An Aug. 29, 1955, issue of The Anniston Star reported that nearly 800 students were expected at the new Wellborn High School, one year after the school first opened its doors. And each year, a grade was added until the school became a fully accredited high school.
Blue-collar community
Many of the parents of these students worked in nearby textile and steel-manufacturing foundries.
Back in what Henderson refers to as “the old days,” Wellborn was a different type of community that consisted of lower-income and working-class residents who mostly worked and lived in company housing for the steel mills that were called “pipe shops.”

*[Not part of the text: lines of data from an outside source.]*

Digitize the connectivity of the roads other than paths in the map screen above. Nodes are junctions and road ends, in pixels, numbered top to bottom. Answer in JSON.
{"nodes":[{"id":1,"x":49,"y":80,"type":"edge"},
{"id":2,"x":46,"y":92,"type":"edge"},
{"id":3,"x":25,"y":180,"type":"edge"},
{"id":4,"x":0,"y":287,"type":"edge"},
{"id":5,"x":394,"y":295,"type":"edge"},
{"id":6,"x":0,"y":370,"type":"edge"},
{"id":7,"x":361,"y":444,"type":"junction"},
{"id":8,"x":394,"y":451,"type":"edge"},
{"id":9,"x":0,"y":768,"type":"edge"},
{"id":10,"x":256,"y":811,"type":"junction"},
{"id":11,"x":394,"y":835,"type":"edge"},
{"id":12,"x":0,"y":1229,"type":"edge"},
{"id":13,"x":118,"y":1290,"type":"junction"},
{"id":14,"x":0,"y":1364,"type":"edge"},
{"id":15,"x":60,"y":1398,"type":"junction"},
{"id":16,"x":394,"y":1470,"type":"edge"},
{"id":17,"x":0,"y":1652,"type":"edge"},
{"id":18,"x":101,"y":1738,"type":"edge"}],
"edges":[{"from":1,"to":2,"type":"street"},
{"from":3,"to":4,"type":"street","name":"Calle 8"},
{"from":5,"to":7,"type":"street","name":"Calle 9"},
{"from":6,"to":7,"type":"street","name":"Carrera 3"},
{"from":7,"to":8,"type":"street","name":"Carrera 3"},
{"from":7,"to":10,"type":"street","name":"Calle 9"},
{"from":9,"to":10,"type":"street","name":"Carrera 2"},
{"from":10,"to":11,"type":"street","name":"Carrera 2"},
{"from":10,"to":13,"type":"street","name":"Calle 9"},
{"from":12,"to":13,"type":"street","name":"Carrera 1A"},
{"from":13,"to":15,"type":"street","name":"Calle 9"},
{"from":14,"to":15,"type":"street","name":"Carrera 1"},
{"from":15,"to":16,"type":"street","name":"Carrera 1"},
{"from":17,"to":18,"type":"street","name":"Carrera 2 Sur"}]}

“A lot of folks, they didn’t have to take a car to work,” said Wellborn Elementary School Principal Doug O’Dell. “They could walk to work. Way back in the ’50s they just walked.”
He said residents lived in what were called “mill villages” where all the houses looked alike because they were company-built.

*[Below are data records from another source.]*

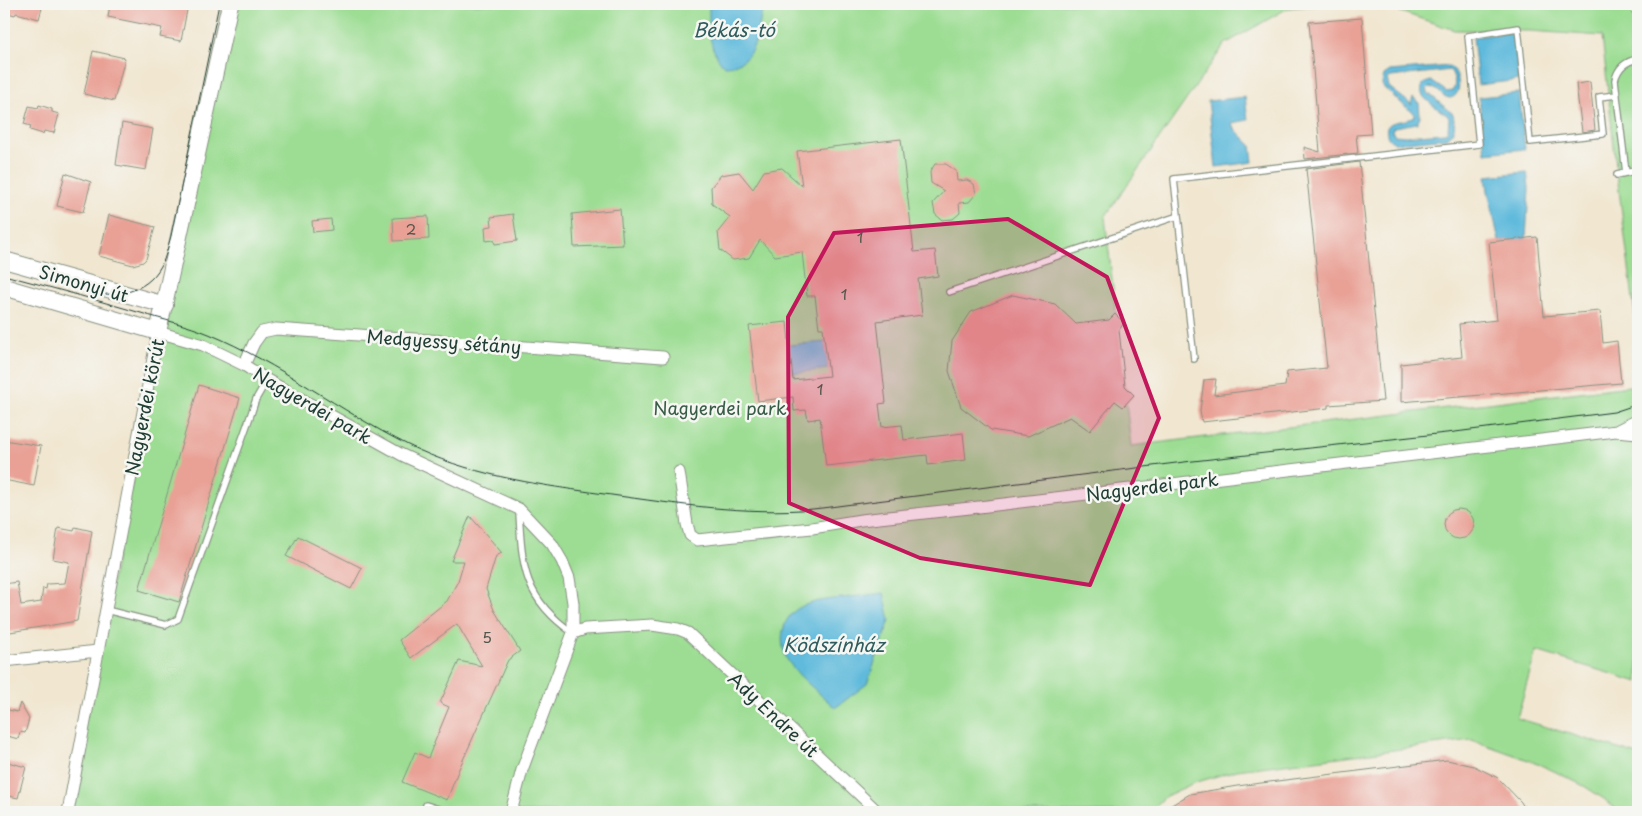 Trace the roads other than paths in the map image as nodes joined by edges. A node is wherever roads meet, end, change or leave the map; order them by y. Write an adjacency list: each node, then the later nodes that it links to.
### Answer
1 (228, 4): 11 (street, Nagyerdei körút)
2 (1638, 59): 3 (lane)
3 (1617, 95): 5 (lane); 7 (lane)
4 (1638, 170): 5 (lane)
5 (1626, 173): 6 (lane)
6 (1617, 175)
7 (1178, 216): 10 (lane); 14 (lane)
8 (4, 260): 11 (street, Simonyi út)
9 (4, 287): 12 (street, Simonyi út)
10 (949, 292)
11 (165, 305): 12 (street, Nagyerdei körút)
12 (158, 332): 15 (street, Nagyerdei park); 22 (street, Nagyerdei körút)
13 (663, 357): 15 (street, Medgyessy sétány)
14 (1194, 359)
15 (244, 365): 16 (street, Nagyerdei park)
16 (267, 380): 21 (street, Nagyerdei park); 22 (lane)
17 (1638, 420): 18 (street, Nagyerdei park)
18 (1616, 431): 19 (street, Nagyerdei park); 20 (street, Nagyerdei park)
19 (1638, 433)
20 (679, 472)
21 (519, 510): 23 (street, Nagyerdei park); 23 (lane)
22 (106, 610): 24 (street, Nagyerdei körút)
23 (574, 633): 29 (street); 30 (street, Ady Endre út)
24 (98, 650): 25 (street); 27 (street, Nagyerdei körút)
25 (4, 661)
26 (426, 805): 28 (lane)
27 (68, 812)
28 (459, 812)
29 (512, 812)
30 (878, 812)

“They would sell the house to the workers and not the bank,” O’Dell said. “The company owned the house, so when you went to work at the mill, part of your paycheck paid your rent until your house was paid or you could buy the house.”
But, during the 1960s the soil-pipe industry began to get competition from the rise of polyvinyl chloride, or PVC, pipes, which began to supplant big-iron manufacturers, eventually leading to layoffs and job losses in the Wellborn community.
U.S. Pipe and Foundry, Ford Motor Co., and M&H Valve all had a similar fate as Rudisill Foundry, which closed and began the era of steady decline in Anniston’s pipe industry.
“When they developed PVC piping and we got away from it, it was cheaper and easier to produce, what do you do?” O’Dell said. “So eventually those foundries faded out and with those jobs went those people from west Anniston, not just here within the city limits but those in the outskirts like where we’re at because people had to go where the jobs went. The steel jobs all went to Birmingham so a lot of those people went to Birmingham and they went to other places where they were still producing steel.”
Workers in the pipe foundries lived in the working-class area of west Anniston, and the owners of these foundries lived in the upper-class area of east Anniston, although most historical documents tend to refer to the city of Anniston as a whole.
“Wellborn’s really a more middle-class, working-class neighborhood,” Amerson said. “Folks who went out and had a job, they used their hands and their back to accomplish their job every day.”
In a 1947 edition of The Anniston Star, U.S. Pipe and Foundry was referred to as the “backbone of Anniston” in the 1900s. At that time, the plant employed 700 men and women and dispatched eight to 10 freight cars of pipe each day.
By the 1940s, there were about 13 foundries in the western region of Anniston that produced primarily soil pipe; these foundries remained strong well into the 1980s.
“There were smokestacks aplenty,” O’Dell said.
‘Making do’
AOD started by building tanks in WWII and now also rebuilds and repairs Stryker infantry vehicles returning from Iraq.
The depot opened with four employees in 1941 as an ordnance depot, but employment numbers skyrocketed to 4,339 in 1942 because of the war.
Both the depot and the pipe foundries were the core of livelihood for the people of Wellborn, and as the pipe foundries went out of business, the depot also underwent a great deal of layoffs.
It was reported in 2004 that the depot provided nearly 18,000 jobs directly and indirectly while adding more than $1 billion to the local economy.
The depot currently employs about 5,500, down from the 6,000 it had at its peak in 2002.
Though the depot continues to be one of the area’s largest employers, fewer positions there mean fewer job opportunities for Wellborn residents.
“One of the greatest assets or strengths of our community is that we’re resilient and we make do with living,” O’Dell said. “We’re good at making do.”